The task: All of the entries below should be printed exactly; the pictures are to be left out.

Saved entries
○ ○ ○ ○ ○

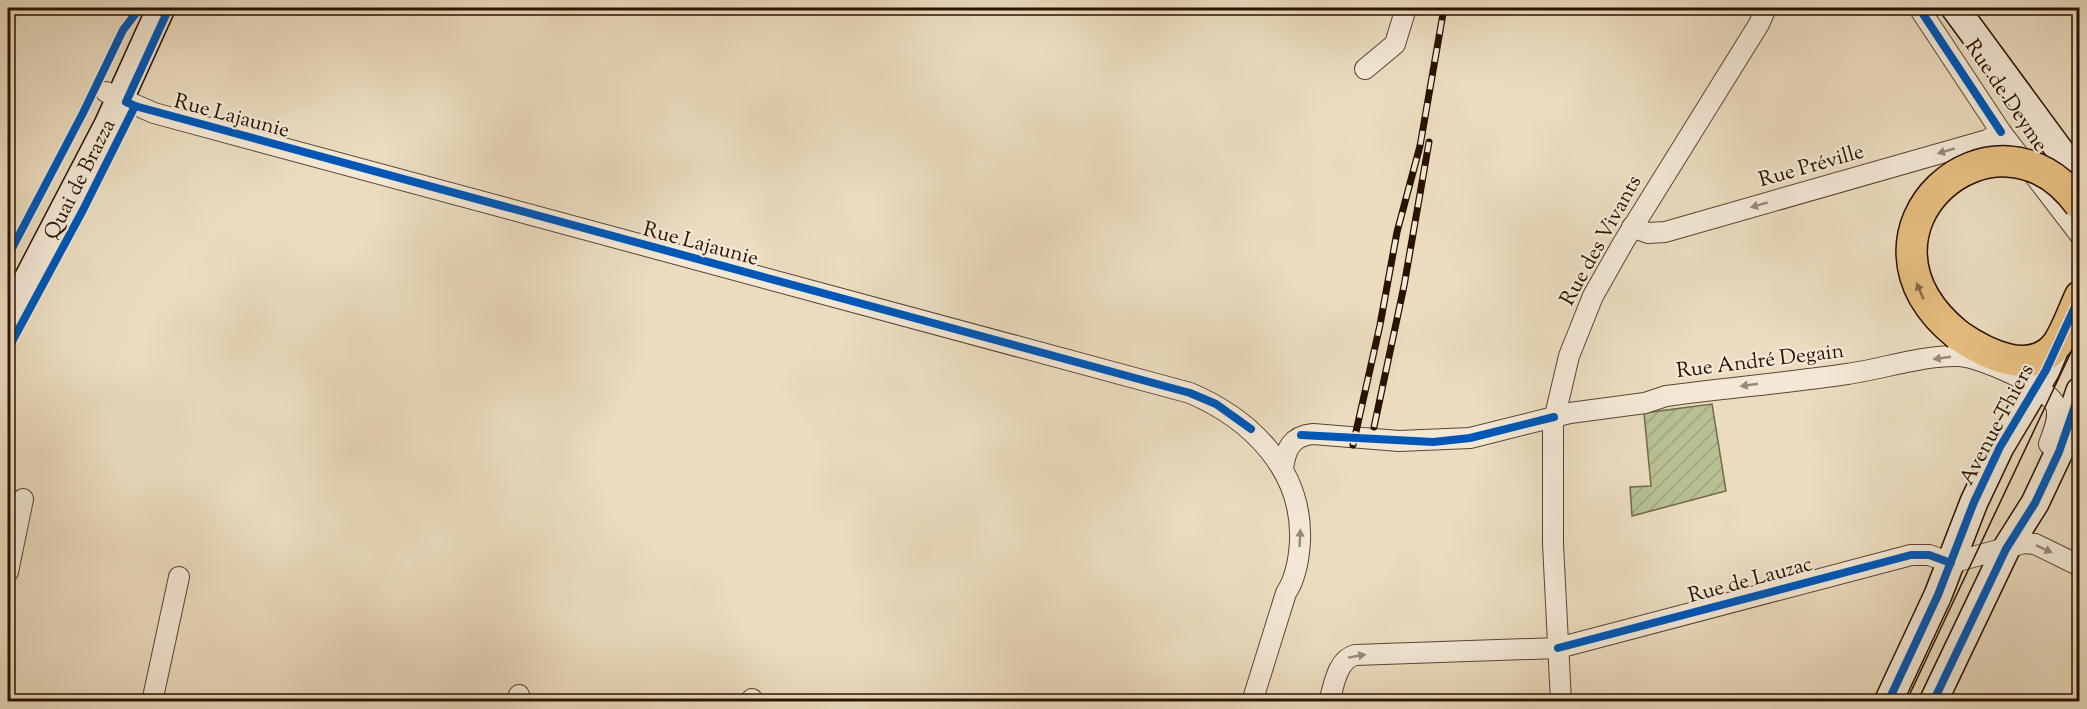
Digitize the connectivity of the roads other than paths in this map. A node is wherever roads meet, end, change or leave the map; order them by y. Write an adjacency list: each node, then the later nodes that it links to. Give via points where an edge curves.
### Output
1 (149, 8): 8 (main road, Quai de Brazza)
2 (160, 8): 8 (main road, Quai de Brazza)
3 (1406, 8): 7 (street, via 1395,44)
4 (1766, 8): 12 (street, Rue des Vivants)
5 (1922, 8): 9 (street, Rue de Deyme)
6 (1955, 8): 10 (main road)
7 (1365, 69)
8 (120, 99): 14 (main road, Quai de Brazza); 16 (main road, Quai de Brazza); 22 (street, Rue Lajaunie, via 1190,393 1237,417)
9 (2001, 132): 12 (street, Rue Préville, one-way to 12, via 1976,143 1665,232 1648,233); 13 (street, Rue de Deyme)
10 (2079, 178)
11 (2079, 205): 18 (main road, one-way to 11, bridge, via 1940,321 1923,298 1911,258 1916,220 1934,191 1963,170 1982,164 2018,163 2048,173 2062,183)
12 (1632, 228): 21 (street, Rue des Vivants, via 1593,296 1569,356)
13 (2079, 235)
14 (8, 281)
15 (2079, 296): 17 (main road, Avenue Thiers)
16 (8, 317)
17 (2057, 344): 18 (main road, via 2031,359); 20 (main road, Avenue Thiers)
18 (1981, 355): 20 (street, Rue André Degain); 21 (street, Rue André Degain, one-way to 21, via 1666,396 1645,403)
19 (2079, 391): 24 (main road, via 2059,452 2035,503)
20 (2029, 398): 24 (street, via 1976,528 1977,542); 24 (street, Rue André Degain, via 2054,403 2056,424); 25 (main road, Avenue Thiers, via 1974,502)
21 (1554, 417): 22 (street, Rue André Degain, via 1470,438 1432,441 1301,435 1287,449); 29 (street, Rue des Vivants, via 1553,544)
22 (1283, 468): 31 (street, Rue Lajaunie, one-way to 22, via 1299,556 1296,500)
23 (23, 499): 27 (street)
24 (2000, 551): 25 (street); 26 (street, one-way to 26, via 2024,543 2035,544); 35 (main road)
25 (1952, 563): 29 (street, Rue de Lauzac, via 1929,555 1911,555); 34 (main road, Avenue Thiers)
26 (2079, 566)
27 (8, 572)
28 (179, 577): 30 (street)
29 (1558, 648): 32 (street, Rue de Lauzac, one-way to 29, via 1342,663 1355,655); 33 (street, Rue des Vivants)
30 (153, 702)
31 (1252, 702)
32 (1329, 702)
33 (1561, 702)
34 (1888, 702)
35 (1933, 702)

○ ○ ○ ○ ○

Completed exercise:
Digitize the connectivity of the roads other than paths in this map. A node is wherever roads meet, end, change or leave the map; order them by y. Write an adjacency list: each node, then the later nodes that it links to. Give via points where an edge curves.
### Output
1 (149, 8): 8 (main road, Quai de Brazza)
2 (160, 8): 8 (main road, Quai de Brazza)
3 (1406, 8): 7 (street, via 1395,44)
4 (1766, 8): 12 (street, Rue des Vivants)
5 (1922, 8): 9 (street, Rue de Deyme)
6 (1955, 8): 10 (main road)
7 (1365, 69)
8 (120, 99): 14 (main road, Quai de Brazza); 16 (main road, Quai de Brazza); 22 (street, Rue Lajaunie, via 1190,393 1237,417)
9 (2001, 132): 12 (street, Rue Préville, one-way to 12, via 1976,143 1665,232 1648,233); 13 (street, Rue de Deyme)
10 (2079, 178)
11 (2079, 205): 18 (main road, one-way to 11, bridge, via 1940,321 1923,298 1911,258 1916,220 1934,191 1963,170 1982,164 2018,163 2048,173 2062,183)
12 (1632, 228): 21 (street, Rue des Vivants, via 1593,296 1569,356)
13 (2079, 235)
14 (8, 281)
15 (2079, 296): 17 (main road, Avenue Thiers)
16 (8, 317)
17 (2057, 344): 18 (main road, via 2031,359); 20 (main road, Avenue Thiers)
18 (1981, 355): 20 (street, Rue André Degain); 21 (street, Rue André Degain, one-way to 21, via 1666,396 1645,403)
19 (2079, 391): 24 (main road, via 2059,452 2035,503)
20 (2029, 398): 24 (street, via 1976,528 1977,542); 24 (street, Rue André Degain, via 2054,403 2056,424); 25 (main road, Avenue Thiers, via 1974,502)
21 (1554, 417): 22 (street, Rue André Degain, via 1470,438 1432,441 1301,435 1287,449); 29 (street, Rue des Vivants, via 1553,544)
22 (1283, 468): 31 (street, Rue Lajaunie, one-way to 22, via 1299,556 1296,500)
23 (23, 499): 27 (street)
24 (2000, 551): 25 (street); 26 (street, one-way to 26, via 2024,543 2035,544); 35 (main road)
25 (1952, 563): 29 (street, Rue de Lauzac, via 1929,555 1911,555); 34 (main road, Avenue Thiers)
26 (2079, 566)
27 (8, 572)
28 (179, 577): 30 (street)
29 (1558, 648): 32 (street, Rue de Lauzac, one-way to 29, via 1342,663 1355,655); 33 (street, Rue des Vivants)
30 (153, 702)
31 (1252, 702)
32 (1329, 702)
33 (1561, 702)
34 (1888, 702)
35 (1933, 702)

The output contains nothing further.